● WORK TASK:
Report every line of the data that includes "Write".

┌─ GIVEN RECORDS

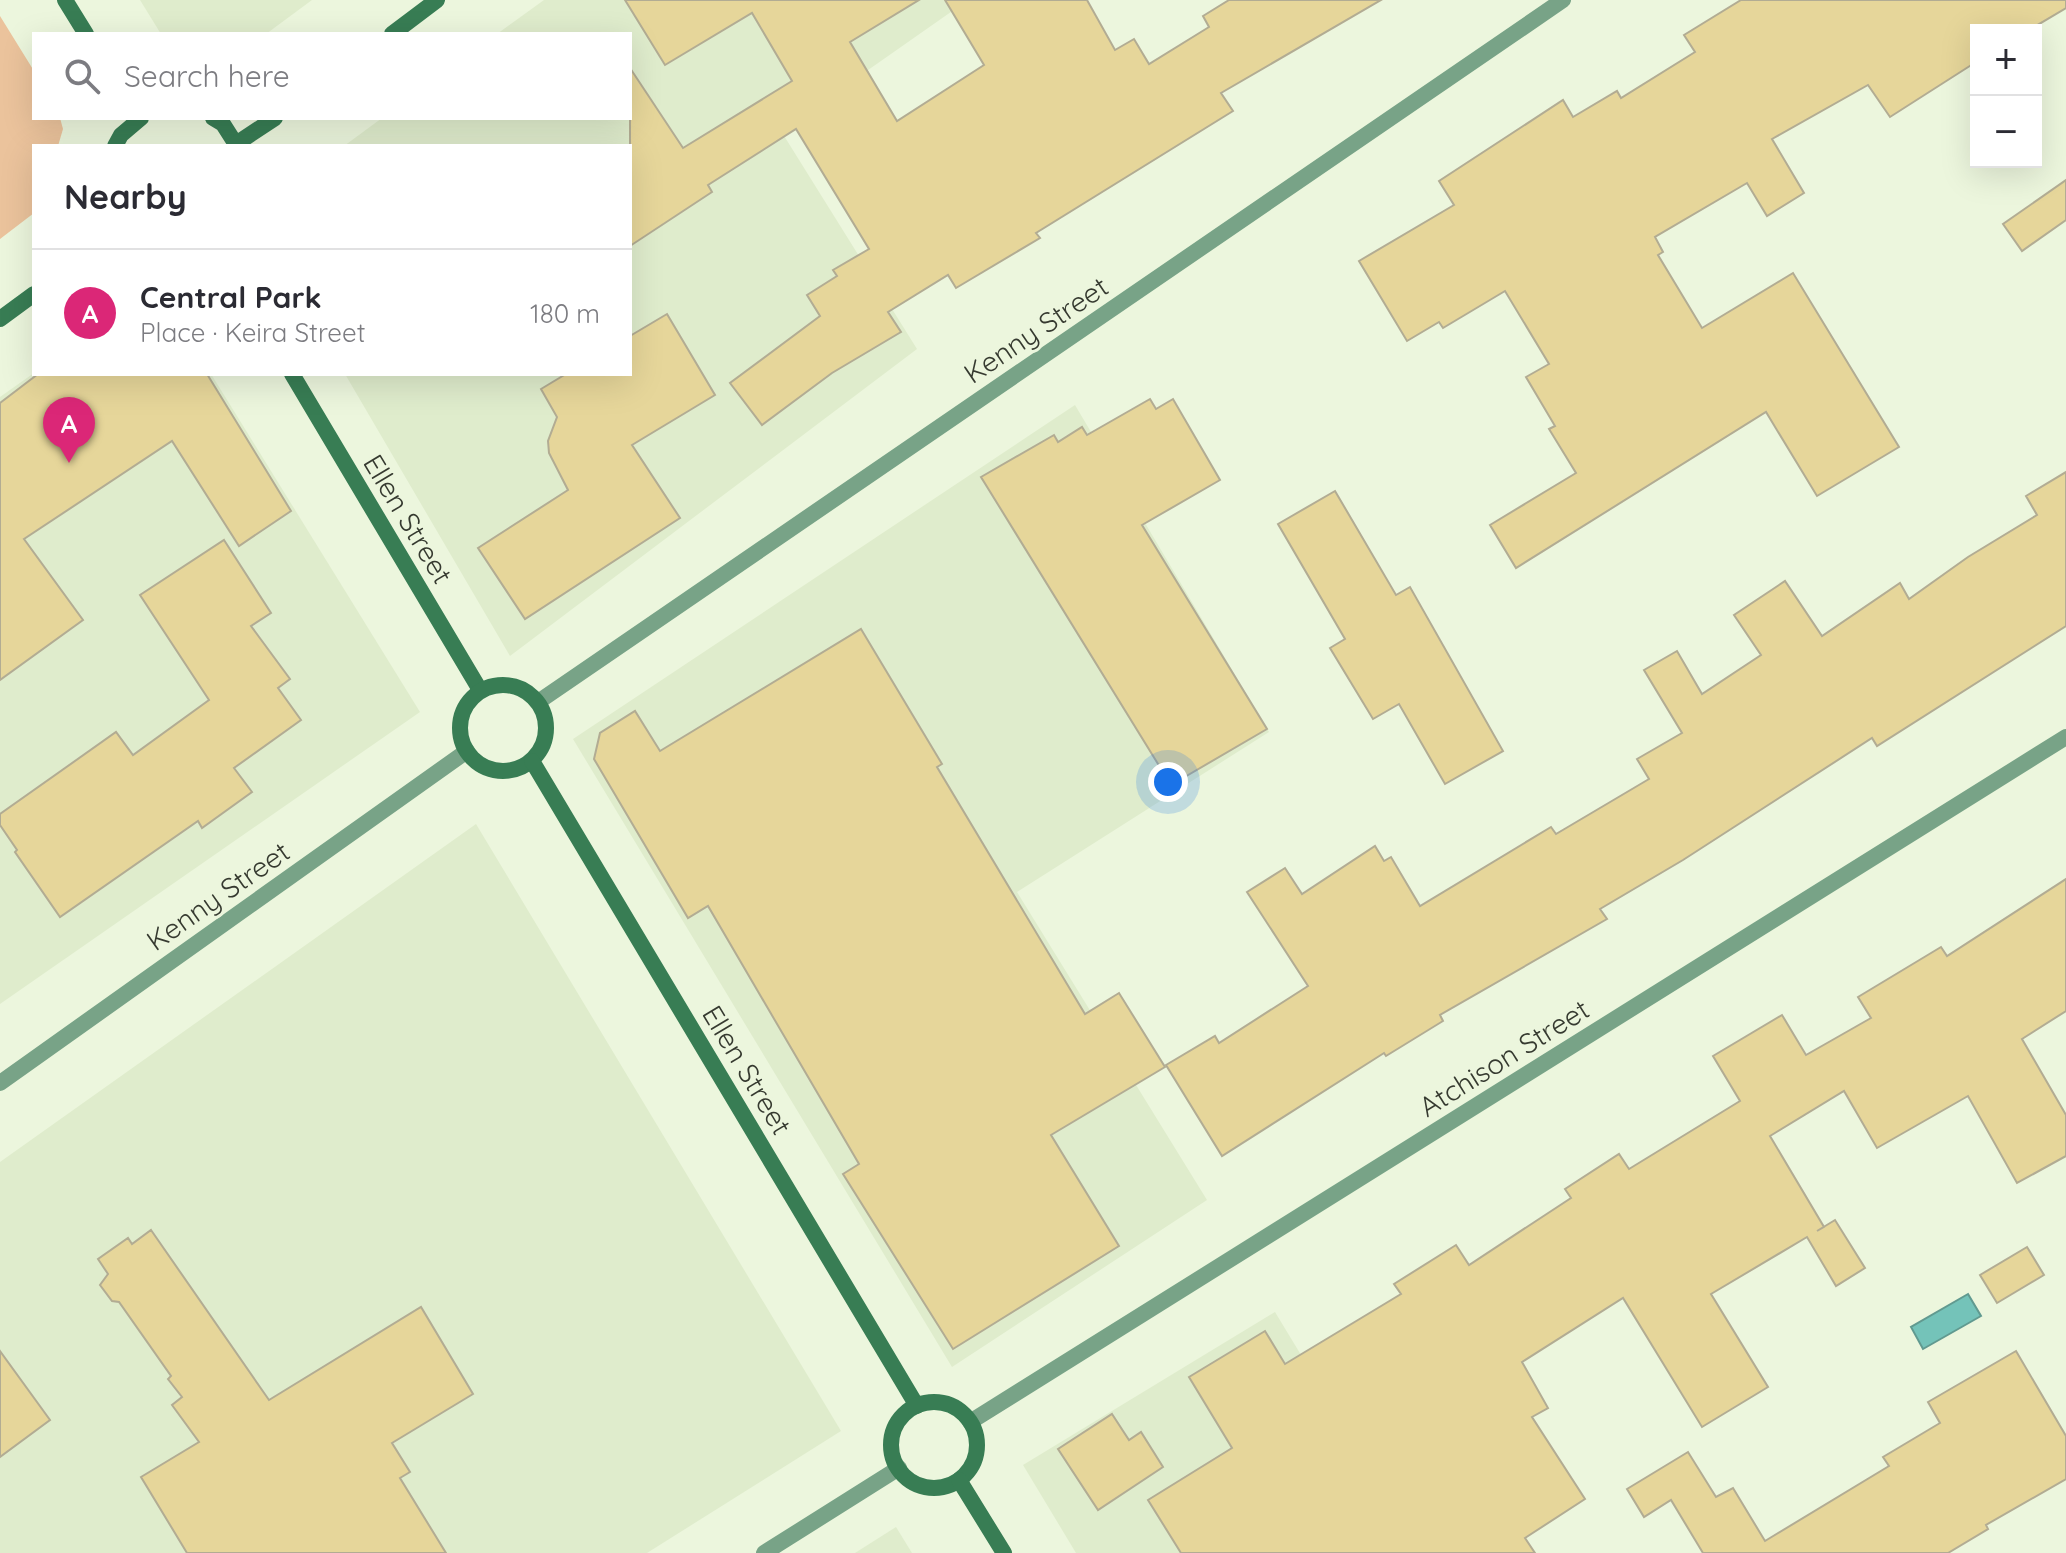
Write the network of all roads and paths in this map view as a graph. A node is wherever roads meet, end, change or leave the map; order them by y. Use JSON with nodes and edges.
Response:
{"nodes":[{"id":1,"x":65,"y":0,"type":"edge"},
{"id":2,"x":437,"y":0,"type":"edge"},
{"id":3,"x":1563,"y":0,"type":"edge"},
{"id":4,"x":85,"y":32,"type":"edge"},
{"id":5,"x":395,"y":32,"type":"edge"},
{"id":6,"x":139,"y":120,"type":"edge"},
{"id":7,"x":216,"y":120,"type":"edge"},
{"id":8,"x":272,"y":120,"type":"edge"},
{"id":9,"x":116,"y":144,"type":"edge"},
{"id":10,"x":235,"y":144,"type":"edge"},
{"id":11,"x":237,"y":144,"type":"edge"},
{"id":12,"x":32,"y":295,"type":"edge"},
{"id":13,"x":0,"y":319,"type":"edge"},
{"id":14,"x":293,"y":376,"type":"edge"},
{"id":15,"x":480,"y":690,"type":"junction"},
{"id":16,"x":538,"y":702,"type":"junction"},
{"id":17,"x":2066,"y":737,"type":"edge"},
{"id":18,"x":467,"y":751,"type":"junction"},
{"id":19,"x":532,"y":761,"type":"junction"},
{"id":20,"x":0,"y":1083,"type":"edge"},
{"id":21,"x":917,"y":1406,"type":"junction"},
{"id":22,"x":970,"y":1422,"type":"junction"},
{"id":23,"x":899,"y":1468,"type":"junction"},
{"id":24,"x":959,"y":1480,"type":"junction"},
{"id":25,"x":764,"y":1553,"type":"edge"},
{"id":26,"x":1004,"y":1553,"type":"edge"}],
"edges":[{"from":1,"to":4,"type":"street"},
{"from":2,"to":5,"type":"street"},
{"from":3,"to":16,"type":"street","name":"Kenny Street"},
{"from":6,"to":9,"type":"street"},
{"from":7,"to":10,"type":"street"},
{"from":8,"to":11,"type":"street"},
{"from":12,"to":13,"type":"street"},
{"from":14,"to":15,"type":"street","name":"Ellen Street"},
{"from":15,"to":16,"type":"street"},
{"from":15,"to":18,"type":"street"},
{"from":16,"to":19,"type":"street"},
{"from":17,"to":22,"type":"street","name":"Atchison Street"},
{"from":18,"to":19,"type":"street"},
{"from":18,"to":20,"type":"street","name":"Kenny Street"},
{"from":19,"to":21,"type":"street","name":"Ellen Street"},
{"from":21,"to":22,"type":"street"},
{"from":21,"to":23,"type":"street"},
{"from":22,"to":24,"type":"street"},
{"from":23,"to":24,"type":"street"},
{"from":23,"to":25,"type":"street"},
{"from":24,"to":26,"type":"street"}]}
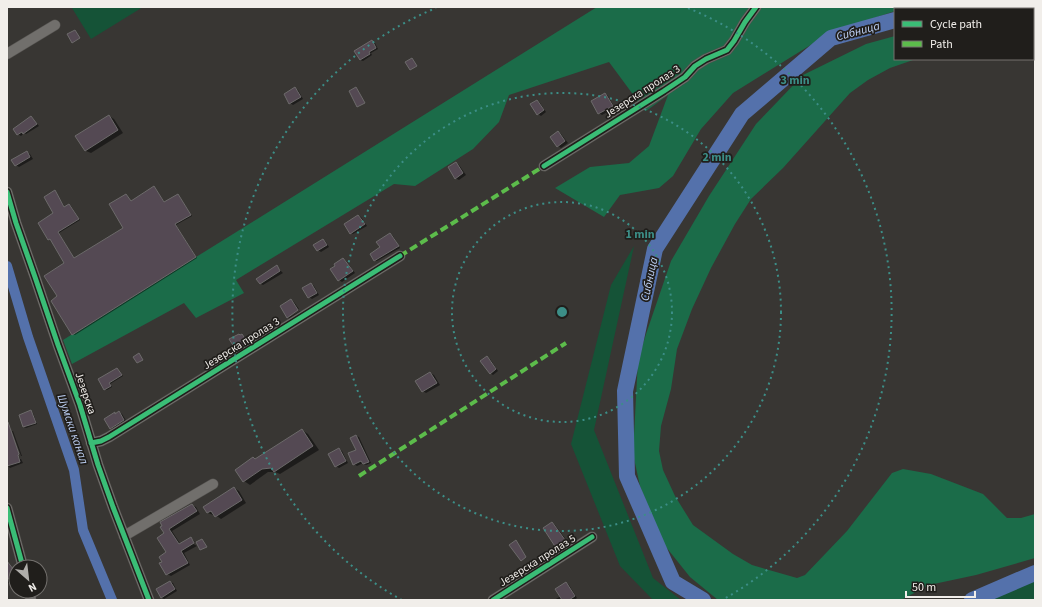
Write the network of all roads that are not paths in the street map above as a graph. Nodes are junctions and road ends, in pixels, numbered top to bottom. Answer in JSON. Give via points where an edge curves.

└─

● TASK RESULT:
Write the network of all roads and paths in this map view as a graph. A node is wherever roads meet, end, change or leave the map; order them by y. Use JSON with nodes and edges.
Write the network of all roads that are not paths in the street map above as a graph. Nodes are junctions and road ends, in pixels, numbered top to bottom. Answer in JSON. Give via points where an edge curves.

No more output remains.